[[ MATERIAL SUPPLIED open ]]

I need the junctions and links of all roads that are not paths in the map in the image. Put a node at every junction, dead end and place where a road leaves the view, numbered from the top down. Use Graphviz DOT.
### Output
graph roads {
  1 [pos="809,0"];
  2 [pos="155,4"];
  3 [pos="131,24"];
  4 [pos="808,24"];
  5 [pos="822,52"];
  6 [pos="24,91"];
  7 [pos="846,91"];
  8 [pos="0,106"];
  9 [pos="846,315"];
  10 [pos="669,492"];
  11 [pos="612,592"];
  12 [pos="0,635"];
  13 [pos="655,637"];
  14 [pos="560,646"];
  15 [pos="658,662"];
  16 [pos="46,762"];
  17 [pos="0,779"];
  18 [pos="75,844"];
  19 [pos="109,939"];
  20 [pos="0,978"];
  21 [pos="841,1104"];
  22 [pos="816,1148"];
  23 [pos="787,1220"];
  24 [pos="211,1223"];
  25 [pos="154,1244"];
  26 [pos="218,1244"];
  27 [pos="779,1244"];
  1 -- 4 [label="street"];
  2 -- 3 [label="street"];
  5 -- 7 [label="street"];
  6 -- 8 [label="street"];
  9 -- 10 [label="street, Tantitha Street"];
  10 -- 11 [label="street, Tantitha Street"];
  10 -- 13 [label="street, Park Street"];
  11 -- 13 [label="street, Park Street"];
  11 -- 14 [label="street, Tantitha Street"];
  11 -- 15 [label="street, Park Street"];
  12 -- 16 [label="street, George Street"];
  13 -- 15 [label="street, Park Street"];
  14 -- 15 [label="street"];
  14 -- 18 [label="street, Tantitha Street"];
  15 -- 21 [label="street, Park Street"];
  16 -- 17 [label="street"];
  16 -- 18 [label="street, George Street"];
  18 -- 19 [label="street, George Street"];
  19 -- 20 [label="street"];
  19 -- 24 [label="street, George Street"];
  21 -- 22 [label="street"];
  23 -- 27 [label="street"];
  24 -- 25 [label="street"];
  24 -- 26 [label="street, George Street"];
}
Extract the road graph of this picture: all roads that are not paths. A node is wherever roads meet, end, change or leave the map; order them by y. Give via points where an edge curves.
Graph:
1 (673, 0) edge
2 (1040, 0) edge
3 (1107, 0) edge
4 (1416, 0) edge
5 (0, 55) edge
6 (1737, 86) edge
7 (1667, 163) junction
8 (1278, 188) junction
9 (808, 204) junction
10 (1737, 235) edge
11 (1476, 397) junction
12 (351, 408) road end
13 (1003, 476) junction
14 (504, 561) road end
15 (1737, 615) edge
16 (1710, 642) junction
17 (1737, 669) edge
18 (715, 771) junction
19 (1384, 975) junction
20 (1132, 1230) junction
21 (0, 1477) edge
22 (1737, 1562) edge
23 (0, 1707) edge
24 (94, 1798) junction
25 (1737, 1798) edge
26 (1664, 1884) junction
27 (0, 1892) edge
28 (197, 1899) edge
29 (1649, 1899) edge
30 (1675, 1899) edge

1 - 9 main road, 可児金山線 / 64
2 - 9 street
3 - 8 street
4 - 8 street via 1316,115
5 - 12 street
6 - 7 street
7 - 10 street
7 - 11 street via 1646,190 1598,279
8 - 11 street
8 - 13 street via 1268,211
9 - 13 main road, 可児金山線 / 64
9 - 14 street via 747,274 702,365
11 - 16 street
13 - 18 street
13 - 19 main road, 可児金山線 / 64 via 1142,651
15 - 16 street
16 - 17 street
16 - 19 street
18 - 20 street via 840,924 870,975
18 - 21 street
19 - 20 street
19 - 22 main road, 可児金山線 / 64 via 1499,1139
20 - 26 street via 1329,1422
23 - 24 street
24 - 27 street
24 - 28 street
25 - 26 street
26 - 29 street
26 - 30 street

[[ MATERIAL SUPPLIED closed ]]

WORK TO COMPLETE
So that nothing is lost, write out each record exactly as it appears above.

EXERCISE SOLUTION
I need the junctions and links of all roads that are not paths in the map in the image. Put a node at every junction, dead end and place where a road leaves the view, numbered from the top down. Use Graphviz DOT.
### Output
graph roads {
  1 [pos="809,0"];
  2 [pos="155,4"];
  3 [pos="131,24"];
  4 [pos="808,24"];
  5 [pos="822,52"];
  6 [pos="24,91"];
  7 [pos="846,91"];
  8 [pos="0,106"];
  9 [pos="846,315"];
  10 [pos="669,492"];
  11 [pos="612,592"];
  12 [pos="0,635"];
  13 [pos="655,637"];
  14 [pos="560,646"];
  15 [pos="658,662"];
  16 [pos="46,762"];
  17 [pos="0,779"];
  18 [pos="75,844"];
  19 [pos="109,939"];
  20 [pos="0,978"];
  21 [pos="841,1104"];
  22 [pos="816,1148"];
  23 [pos="787,1220"];
  24 [pos="211,1223"];
  25 [pos="154,1244"];
  26 [pos="218,1244"];
  27 [pos="779,1244"];
  1 -- 4 [label="street"];
  2 -- 3 [label="street"];
  5 -- 7 [label="street"];
  6 -- 8 [label="street"];
  9 -- 10 [label="street, Tantitha Street"];
  10 -- 11 [label="street, Tantitha Street"];
  10 -- 13 [label="street, Park Street"];
  11 -- 13 [label="street, Park Street"];
  11 -- 14 [label="street, Tantitha Street"];
  11 -- 15 [label="street, Park Street"];
  12 -- 16 [label="street, George Street"];
  13 -- 15 [label="street, Park Street"];
  14 -- 15 [label="street"];
  14 -- 18 [label="street, Tantitha Street"];
  15 -- 21 [label="street, Park Street"];
  16 -- 17 [label="street"];
  16 -- 18 [label="street, George Street"];
  18 -- 19 [label="street, George Street"];
  19 -- 20 [label="street"];
  19 -- 24 [label="street, George Street"];
  21 -- 22 [label="street"];
  23 -- 27 [label="street"];
  24 -- 25 [label="street"];
  24 -- 26 [label="street, George Street"];
}
Extract the road graph of this picture: all roads that are not paths. A node is wherever roads meet, end, change or leave the map; order them by y. Give via points where an edge curves.
Graph:
1 (673, 0) edge
2 (1040, 0) edge
3 (1107, 0) edge
4 (1416, 0) edge
5 (0, 55) edge
6 (1737, 86) edge
7 (1667, 163) junction
8 (1278, 188) junction
9 (808, 204) junction
10 (1737, 235) edge
11 (1476, 397) junction
12 (351, 408) road end
13 (1003, 476) junction
14 (504, 561) road end
15 (1737, 615) edge
16 (1710, 642) junction
17 (1737, 669) edge
18 (715, 771) junction
19 (1384, 975) junction
20 (1132, 1230) junction
21 (0, 1477) edge
22 (1737, 1562) edge
23 (0, 1707) edge
24 (94, 1798) junction
25 (1737, 1798) edge
26 (1664, 1884) junction
27 (0, 1892) edge
28 (197, 1899) edge
29 (1649, 1899) edge
30 (1675, 1899) edge

1 - 9 main road, 可児金山線 / 64
2 - 9 street
3 - 8 street
4 - 8 street via 1316,115
5 - 12 street
6 - 7 street
7 - 10 street
7 - 11 street via 1646,190 1598,279
8 - 11 street
8 - 13 street via 1268,211
9 - 13 main road, 可児金山線 / 64
9 - 14 street via 747,274 702,365
11 - 16 street
13 - 18 street
13 - 19 main road, 可児金山線 / 64 via 1142,651
15 - 16 street
16 - 17 street
16 - 19 street
18 - 20 street via 840,924 870,975
18 - 21 street
19 - 20 street
19 - 22 main road, 可児金山線 / 64 via 1499,1139
20 - 26 street via 1329,1422
23 - 24 street
24 - 27 street
24 - 28 street
25 - 26 street
26 - 29 street
26 - 30 street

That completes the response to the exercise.